Git — Deep Dive

Git's internal object model, the DAG that powers branching, why rebase rewrites history and when that's dangerous, and the parts of Git that will trip up even experienced developers.

Under the Hood: Git’s Object Database

Everything in Git lives in .git/objects/. When you run git init, that directory starts empty. After your first commit, it contains the complete representation of your project — and it’s built from only four object types.

The Four Object Types

Blob — raw file content. Nothing else. No filename, no timestamp, no permissions. Just bytes. If two files in your project have identical content, they share one blob object.

Tree — a directory listing. Contains references to blobs (files) and other trees (subdirectories), along with filenames and permissions. A tree is how Git knows “this blob named README.md lives at the root.”

Commit — metadata: author, timestamp, commit message, and a pointer to a tree (the root of your project at that moment). Also has zero or more parent commit hashes, which is how history is represented.

Tag — an annotated tag. A named pointer to a commit with extra metadata. Lightweight tags are just refs, not objects.

Every object is named by its SHA-1 hash. Run this and you’ll see:

$ echo 'hello' | git hash-object --stdin
f572d396fae9206628714fb2ce00f72e94f2258f

That hash is deterministic — the same content produces the same hash, everywhere, forever. Two Git repos on opposite ends of the world with the same content will have identical object hashes. This content-addressability is what makes distributed Git work: when you push commits, Git on the server can verify integrity by recomputing hashes.

Walking the Object Graph

# See what's inside a commit
$ git cat-file -p HEAD
tree 8f4e2c1d...
parent 3a7b9f2e...
author Jane Doe <jane@example.com> 1711526400 +0000
committer Jane Doe <jane@example.com> 1711526400 +0000

Add login feature

# See what's inside that tree
$ git cat-file -p 8f4e2c1d
100644 blob a8c3f1... README.md
040000 tree 2d9e8b... src
100644 blob 7f2a4c... package.json

The history of your project is a directed acyclic graph (DAG) of commit objects.
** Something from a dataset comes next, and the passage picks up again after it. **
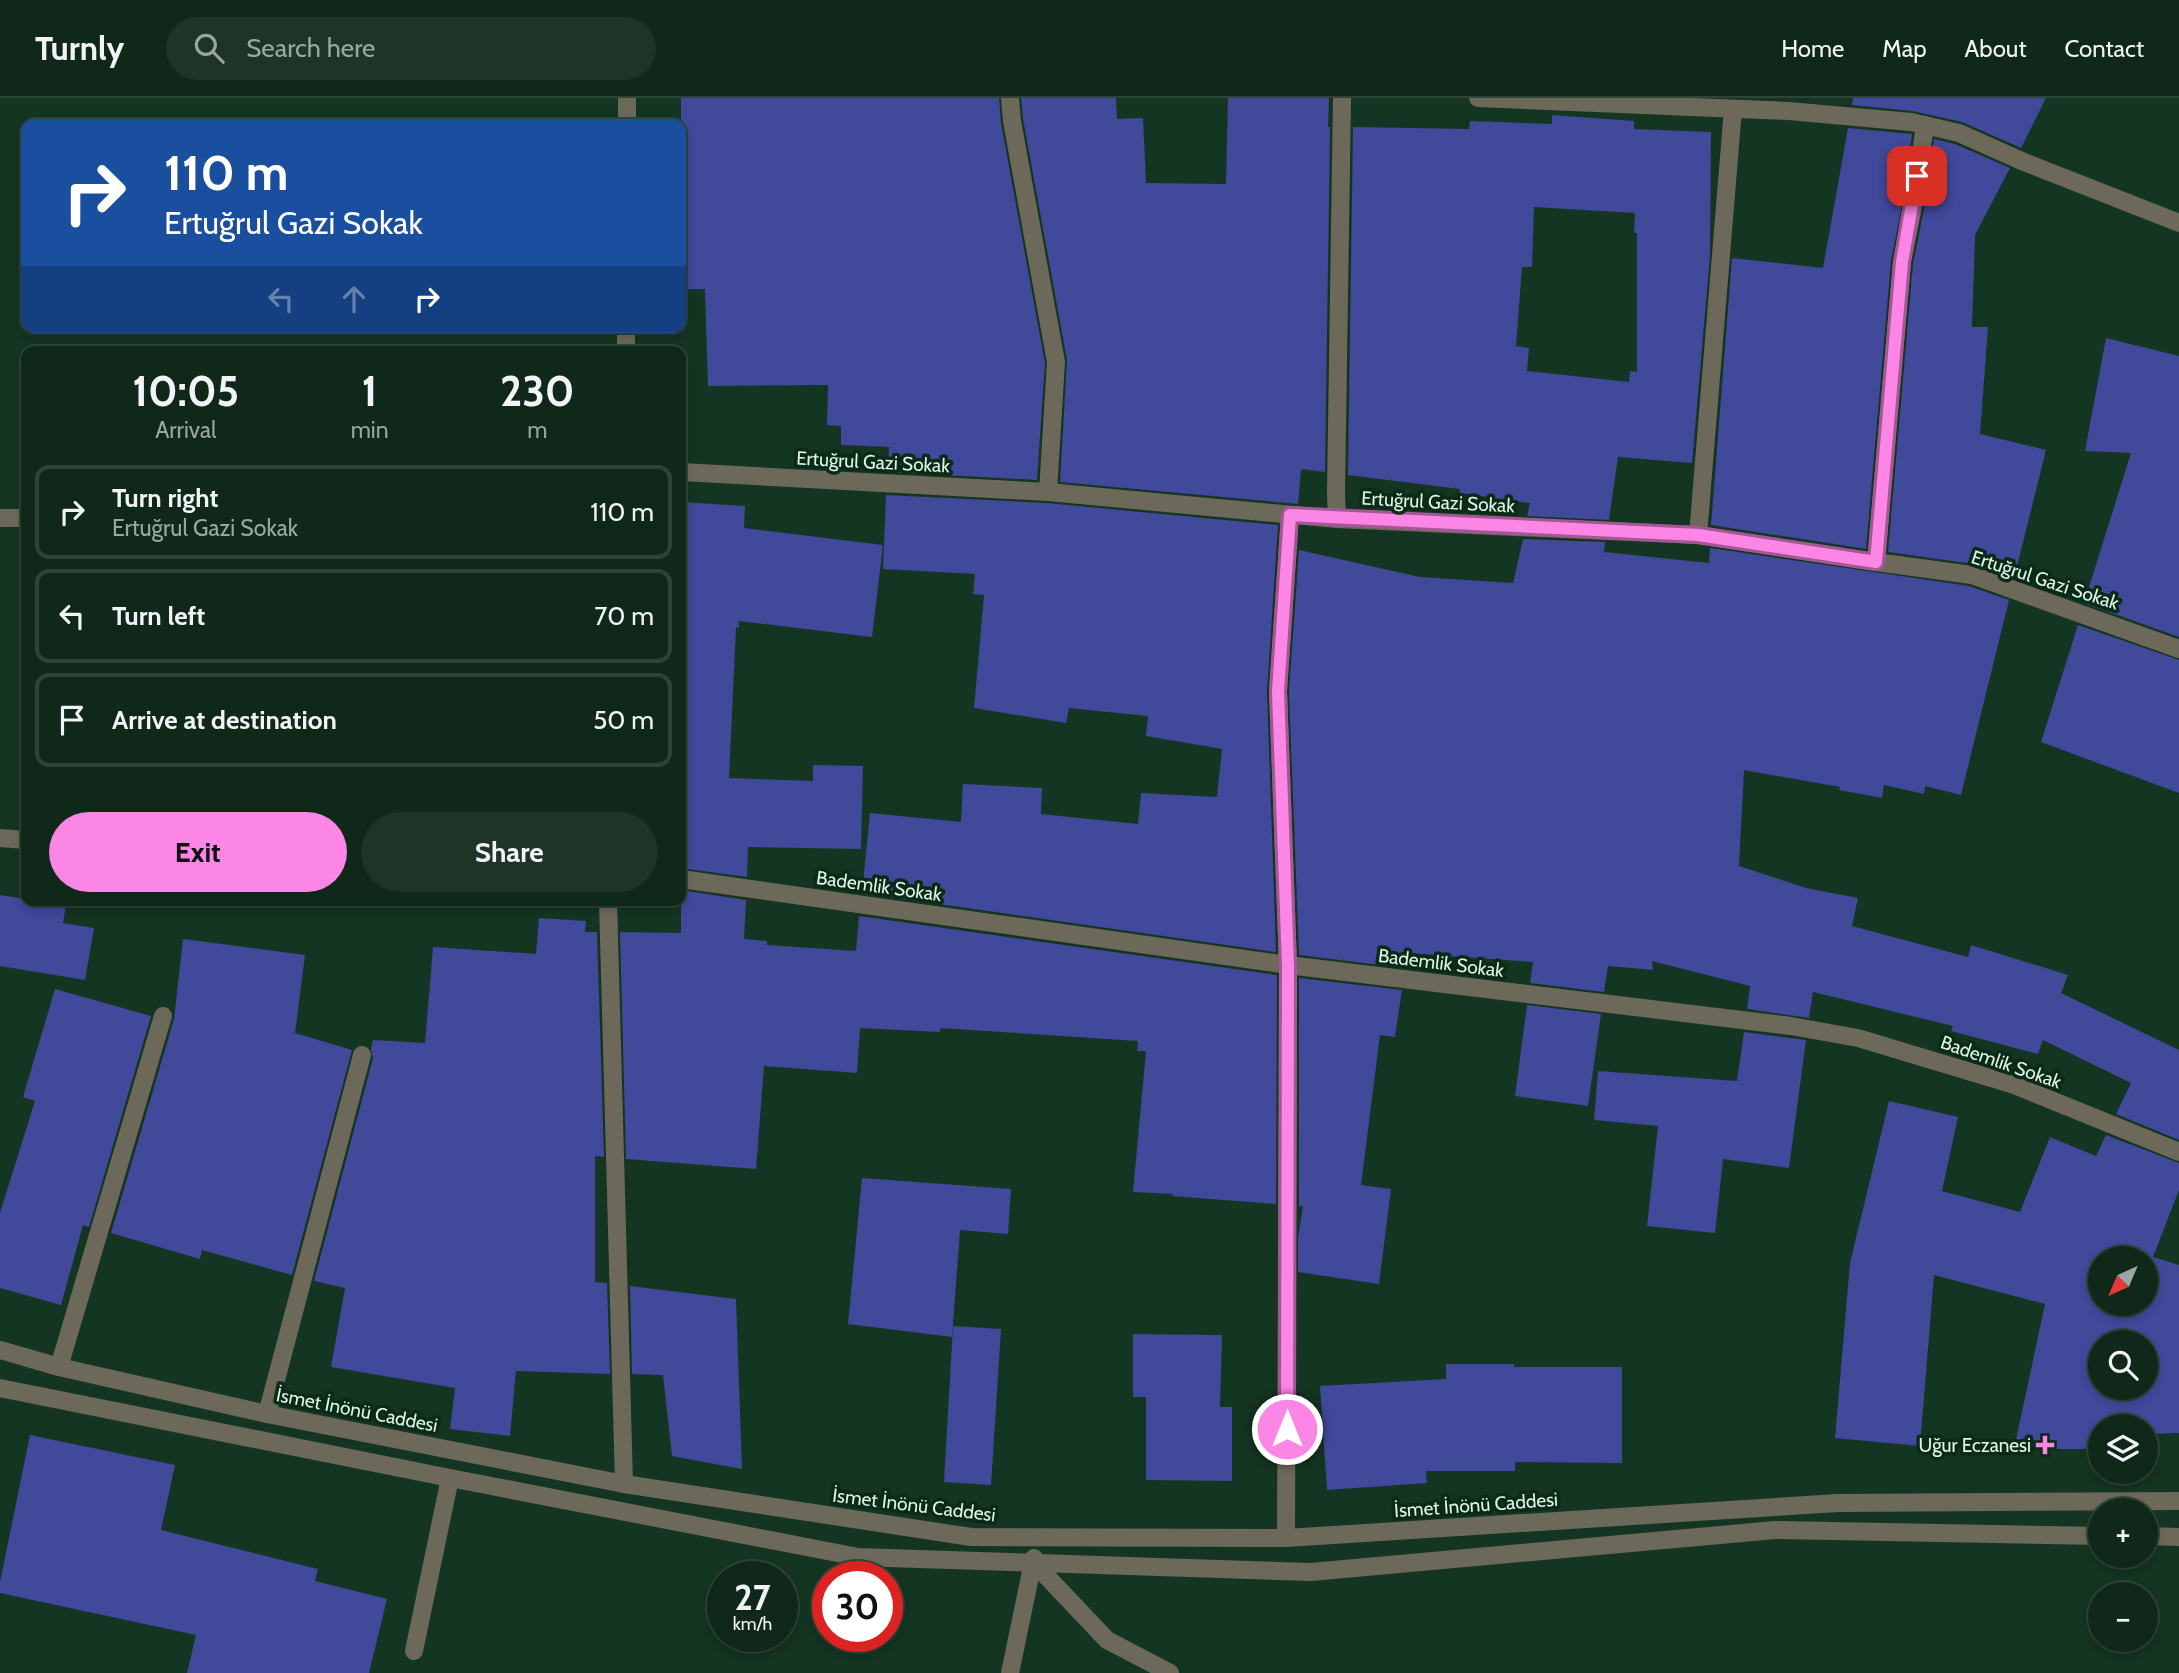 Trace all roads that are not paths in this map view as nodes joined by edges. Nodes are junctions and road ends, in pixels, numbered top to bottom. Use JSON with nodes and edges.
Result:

Each commit points to its parents (usually one, two for merges, zero for the initial commit). Branches and HEAD are just files containing a hash — a moveable pointer into this graph.

$ cat .git/HEAD
ref: refs/heads/main

$ cat .git/refs/heads/main
a9f3e2c1d8b4...

That’s it. A branch is a 41-byte file.

Merge vs Rebase: What Actually Happens

Three-Way Merge

When two branches have diverged, Git finds the common ancestor commit (the “merge base”) and performs a three-way merge:

      A---B---C  feature
     /
D---E---F---G    main

Git looks at the state at E (merge base), applies changes from E→C and E→G, and combines them. If the same lines changed in both branches, you get a conflict. The result is a new merge commit H with two parents (C and G).

The merge commit preserves the actual history — when branches diverged, when they rejoined. This is valuable for auditing but can make the log noisy.

Rebase

Rebase takes the commits on your branch and replays them on top of another branch:

git checkout feature
git rebase main

This doesn’t move commits — it creates new commits with the same changes but different parent hashes (and therefore different SHA-1s). The original commits are orphaned and eventually garbage-collected.

Before:               After rebase:
A---B---C  feature    A'--B'--C'  feature (new commits)
     \                           /
D---E---F---G  main  D---E---F---G  main

The result: a cleaner linear history. git log reads like a story without merge commits cluttering it up.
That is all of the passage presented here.